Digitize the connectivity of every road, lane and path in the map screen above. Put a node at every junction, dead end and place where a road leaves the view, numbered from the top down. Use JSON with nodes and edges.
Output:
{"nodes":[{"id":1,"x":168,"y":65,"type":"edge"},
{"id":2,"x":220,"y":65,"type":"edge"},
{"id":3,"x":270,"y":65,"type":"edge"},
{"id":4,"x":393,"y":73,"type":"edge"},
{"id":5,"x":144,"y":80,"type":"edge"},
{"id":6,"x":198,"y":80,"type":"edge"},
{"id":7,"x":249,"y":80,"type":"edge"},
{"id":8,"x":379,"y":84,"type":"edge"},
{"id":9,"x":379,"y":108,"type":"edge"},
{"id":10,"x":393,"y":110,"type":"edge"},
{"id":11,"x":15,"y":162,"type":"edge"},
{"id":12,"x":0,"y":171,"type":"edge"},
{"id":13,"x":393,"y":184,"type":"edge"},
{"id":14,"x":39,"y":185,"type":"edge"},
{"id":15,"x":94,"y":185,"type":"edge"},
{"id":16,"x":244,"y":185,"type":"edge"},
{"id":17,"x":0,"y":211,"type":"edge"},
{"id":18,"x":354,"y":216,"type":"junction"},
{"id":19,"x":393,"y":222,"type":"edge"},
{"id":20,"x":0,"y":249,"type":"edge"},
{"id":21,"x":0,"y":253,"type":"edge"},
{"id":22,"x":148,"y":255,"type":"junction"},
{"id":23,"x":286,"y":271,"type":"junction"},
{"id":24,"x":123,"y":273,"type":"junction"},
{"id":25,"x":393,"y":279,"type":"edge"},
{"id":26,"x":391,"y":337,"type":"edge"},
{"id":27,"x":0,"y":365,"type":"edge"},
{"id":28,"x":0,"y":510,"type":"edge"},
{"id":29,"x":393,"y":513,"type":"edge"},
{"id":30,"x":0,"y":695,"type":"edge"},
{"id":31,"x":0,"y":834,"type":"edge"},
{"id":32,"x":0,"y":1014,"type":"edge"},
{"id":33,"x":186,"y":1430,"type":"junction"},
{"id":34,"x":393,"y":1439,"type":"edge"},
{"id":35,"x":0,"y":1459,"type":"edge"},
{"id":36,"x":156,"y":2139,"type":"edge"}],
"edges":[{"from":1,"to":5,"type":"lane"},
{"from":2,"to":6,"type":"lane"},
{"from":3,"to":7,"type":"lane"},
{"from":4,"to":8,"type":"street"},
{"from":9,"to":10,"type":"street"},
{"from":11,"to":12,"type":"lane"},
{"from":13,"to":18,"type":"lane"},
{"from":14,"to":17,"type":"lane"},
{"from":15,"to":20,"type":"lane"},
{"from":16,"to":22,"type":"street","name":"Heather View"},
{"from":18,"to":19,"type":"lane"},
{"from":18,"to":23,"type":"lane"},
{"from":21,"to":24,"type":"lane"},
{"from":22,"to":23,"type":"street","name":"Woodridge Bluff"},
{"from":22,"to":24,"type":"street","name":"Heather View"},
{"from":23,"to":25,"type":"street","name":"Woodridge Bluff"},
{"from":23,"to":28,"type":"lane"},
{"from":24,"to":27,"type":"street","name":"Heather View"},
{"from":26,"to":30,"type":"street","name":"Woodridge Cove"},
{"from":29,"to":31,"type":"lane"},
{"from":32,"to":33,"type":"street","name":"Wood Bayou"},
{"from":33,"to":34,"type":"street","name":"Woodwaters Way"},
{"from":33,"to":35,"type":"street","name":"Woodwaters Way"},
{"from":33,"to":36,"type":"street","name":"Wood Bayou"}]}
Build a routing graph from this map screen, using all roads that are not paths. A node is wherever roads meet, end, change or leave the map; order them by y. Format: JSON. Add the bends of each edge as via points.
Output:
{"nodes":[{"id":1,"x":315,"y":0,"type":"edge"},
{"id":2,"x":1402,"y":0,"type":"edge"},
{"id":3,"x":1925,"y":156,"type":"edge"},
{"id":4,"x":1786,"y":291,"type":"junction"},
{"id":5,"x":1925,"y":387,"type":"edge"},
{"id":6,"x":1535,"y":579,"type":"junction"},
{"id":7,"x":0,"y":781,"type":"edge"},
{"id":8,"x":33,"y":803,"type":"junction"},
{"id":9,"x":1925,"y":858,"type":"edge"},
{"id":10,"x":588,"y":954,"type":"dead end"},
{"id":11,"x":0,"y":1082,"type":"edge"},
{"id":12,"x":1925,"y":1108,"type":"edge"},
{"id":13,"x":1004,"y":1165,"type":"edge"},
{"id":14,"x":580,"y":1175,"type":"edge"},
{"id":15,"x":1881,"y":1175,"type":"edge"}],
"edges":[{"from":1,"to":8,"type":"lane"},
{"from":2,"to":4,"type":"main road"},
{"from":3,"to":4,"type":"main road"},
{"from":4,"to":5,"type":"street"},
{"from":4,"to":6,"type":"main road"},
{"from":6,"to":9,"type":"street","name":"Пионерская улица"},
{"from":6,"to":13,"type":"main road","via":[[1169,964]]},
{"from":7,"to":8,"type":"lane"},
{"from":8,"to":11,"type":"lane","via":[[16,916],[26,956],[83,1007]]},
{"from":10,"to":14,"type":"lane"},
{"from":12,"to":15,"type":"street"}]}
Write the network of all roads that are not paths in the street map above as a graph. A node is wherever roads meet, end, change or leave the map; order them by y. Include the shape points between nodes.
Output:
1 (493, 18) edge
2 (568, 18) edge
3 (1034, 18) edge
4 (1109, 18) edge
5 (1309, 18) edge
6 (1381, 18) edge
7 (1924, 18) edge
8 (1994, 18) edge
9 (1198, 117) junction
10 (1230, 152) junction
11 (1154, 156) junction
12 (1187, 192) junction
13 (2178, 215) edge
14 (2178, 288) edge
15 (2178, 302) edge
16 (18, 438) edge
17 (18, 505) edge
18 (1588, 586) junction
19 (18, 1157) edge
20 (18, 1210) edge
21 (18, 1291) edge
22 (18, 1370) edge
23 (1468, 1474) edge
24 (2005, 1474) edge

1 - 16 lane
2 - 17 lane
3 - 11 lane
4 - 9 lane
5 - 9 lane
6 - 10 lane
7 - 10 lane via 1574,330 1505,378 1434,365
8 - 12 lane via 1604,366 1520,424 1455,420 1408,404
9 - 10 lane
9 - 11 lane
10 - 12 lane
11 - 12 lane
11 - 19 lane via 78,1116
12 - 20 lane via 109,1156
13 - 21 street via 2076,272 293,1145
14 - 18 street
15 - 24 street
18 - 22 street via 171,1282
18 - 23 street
☆ ☆ ☆ ☆ ☆
▶ _What to produce_:
Could you reproduce every line of the listing exactly?

▶ _Task result_:
Digitize the connectivity of every road, lane and path in the map screen above. Put a node at every junction, dead end and place where a road leaves the view, numbered from the top down. Use JSON with nodes and edges.
Output:
{"nodes":[{"id":1,"x":168,"y":65,"type":"edge"},
{"id":2,"x":220,"y":65,"type":"edge"},
{"id":3,"x":270,"y":65,"type":"edge"},
{"id":4,"x":393,"y":73,"type":"edge"},
{"id":5,"x":144,"y":80,"type":"edge"},
{"id":6,"x":198,"y":80,"type":"edge"},
{"id":7,"x":249,"y":80,"type":"edge"},
{"id":8,"x":379,"y":84,"type":"edge"},
{"id":9,"x":379,"y":108,"type":"edge"},
{"id":10,"x":393,"y":110,"type":"edge"},
{"id":11,"x":15,"y":162,"type":"edge"},
{"id":12,"x":0,"y":171,"type":"edge"},
{"id":13,"x":393,"y":184,"type":"edge"},
{"id":14,"x":39,"y":185,"type":"edge"},
{"id":15,"x":94,"y":185,"type":"edge"},
{"id":16,"x":244,"y":185,"type":"edge"},
{"id":17,"x":0,"y":211,"type":"edge"},
{"id":18,"x":354,"y":216,"type":"junction"},
{"id":19,"x":393,"y":222,"type":"edge"},
{"id":20,"x":0,"y":249,"type":"edge"},
{"id":21,"x":0,"y":253,"type":"edge"},
{"id":22,"x":148,"y":255,"type":"junction"},
{"id":23,"x":286,"y":271,"type":"junction"},
{"id":24,"x":123,"y":273,"type":"junction"},
{"id":25,"x":393,"y":279,"type":"edge"},
{"id":26,"x":391,"y":337,"type":"edge"},
{"id":27,"x":0,"y":365,"type":"edge"},
{"id":28,"x":0,"y":510,"type":"edge"},
{"id":29,"x":393,"y":513,"type":"edge"},
{"id":30,"x":0,"y":695,"type":"edge"},
{"id":31,"x":0,"y":834,"type":"edge"},
{"id":32,"x":0,"y":1014,"type":"edge"},
{"id":33,"x":186,"y":1430,"type":"junction"},
{"id":34,"x":393,"y":1439,"type":"edge"},
{"id":35,"x":0,"y":1459,"type":"edge"},
{"id":36,"x":156,"y":2139,"type":"edge"}],
"edges":[{"from":1,"to":5,"type":"lane"},
{"from":2,"to":6,"type":"lane"},
{"from":3,"to":7,"type":"lane"},
{"from":4,"to":8,"type":"street"},
{"from":9,"to":10,"type":"street"},
{"from":11,"to":12,"type":"lane"},
{"from":13,"to":18,"type":"lane"},
{"from":14,"to":17,"type":"lane"},
{"from":15,"to":20,"type":"lane"},
{"from":16,"to":22,"type":"street","name":"Heather View"},
{"from":18,"to":19,"type":"lane"},
{"from":18,"to":23,"type":"lane"},
{"from":21,"to":24,"type":"lane"},
{"from":22,"to":23,"type":"street","name":"Woodridge Bluff"},
{"from":22,"to":24,"type":"street","name":"Heather View"},
{"from":23,"to":25,"type":"street","name":"Woodridge Bluff"},
{"from":23,"to":28,"type":"lane"},
{"from":24,"to":27,"type":"street","name":"Heather View"},
{"from":26,"to":30,"type":"street","name":"Woodridge Cove"},
{"from":29,"to":31,"type":"lane"},
{"from":32,"to":33,"type":"street","name":"Wood Bayou"},
{"from":33,"to":34,"type":"street","name":"Woodwaters Way"},
{"from":33,"to":35,"type":"street","name":"Woodwaters Way"},
{"from":33,"to":36,"type":"street","name":"Wood Bayou"}]}
Build a routing graph from this map screen, using all roads that are not paths. A node is wherever roads meet, end, change or leave the map; order them by y. Format: JSON. Add the bends of each edge as via points.
Output:
{"nodes":[{"id":1,"x":315,"y":0,"type":"edge"},
{"id":2,"x":1402,"y":0,"type":"edge"},
{"id":3,"x":1925,"y":156,"type":"edge"},
{"id":4,"x":1786,"y":291,"type":"junction"},
{"id":5,"x":1925,"y":387,"type":"edge"},
{"id":6,"x":1535,"y":579,"type":"junction"},
{"id":7,"x":0,"y":781,"type":"edge"},
{"id":8,"x":33,"y":803,"type":"junction"},
{"id":9,"x":1925,"y":858,"type":"edge"},
{"id":10,"x":588,"y":954,"type":"dead end"},
{"id":11,"x":0,"y":1082,"type":"edge"},
{"id":12,"x":1925,"y":1108,"type":"edge"},
{"id":13,"x":1004,"y":1165,"type":"edge"},
{"id":14,"x":580,"y":1175,"type":"edge"},
{"id":15,"x":1881,"y":1175,"type":"edge"}],
"edges":[{"from":1,"to":8,"type":"lane"},
{"from":2,"to":4,"type":"main road"},
{"from":3,"to":4,"type":"main road"},
{"from":4,"to":5,"type":"street"},
{"from":4,"to":6,"type":"main road"},
{"from":6,"to":9,"type":"street","name":"Пионерская улица"},
{"from":6,"to":13,"type":"main road","via":[[1169,964]]},
{"from":7,"to":8,"type":"lane"},
{"from":8,"to":11,"type":"lane","via":[[16,916],[26,956],[83,1007]]},
{"from":10,"to":14,"type":"lane"},
{"from":12,"to":15,"type":"street"}]}
Write the network of all roads that are not paths in the street map above as a graph. A node is wherever roads meet, end, change or leave the map; order them by y. Include the shape points between nodes.
Output:
1 (493, 18) edge
2 (568, 18) edge
3 (1034, 18) edge
4 (1109, 18) edge
5 (1309, 18) edge
6 (1381, 18) edge
7 (1924, 18) edge
8 (1994, 18) edge
9 (1198, 117) junction
10 (1230, 152) junction
11 (1154, 156) junction
12 (1187, 192) junction
13 (2178, 215) edge
14 (2178, 288) edge
15 (2178, 302) edge
16 (18, 438) edge
17 (18, 505) edge
18 (1588, 586) junction
19 (18, 1157) edge
20 (18, 1210) edge
21 (18, 1291) edge
22 (18, 1370) edge
23 (1468, 1474) edge
24 (2005, 1474) edge

1 - 16 lane
2 - 17 lane
3 - 11 lane
4 - 9 lane
5 - 9 lane
6 - 10 lane
7 - 10 lane via 1574,330 1505,378 1434,365
8 - 12 lane via 1604,366 1520,424 1455,420 1408,404
9 - 10 lane
9 - 11 lane
10 - 12 lane
11 - 12 lane
11 - 19 lane via 78,1116
12 - 20 lane via 109,1156
13 - 21 street via 2076,272 293,1145
14 - 18 street
15 - 24 street
18 - 22 street via 171,1282
18 - 23 street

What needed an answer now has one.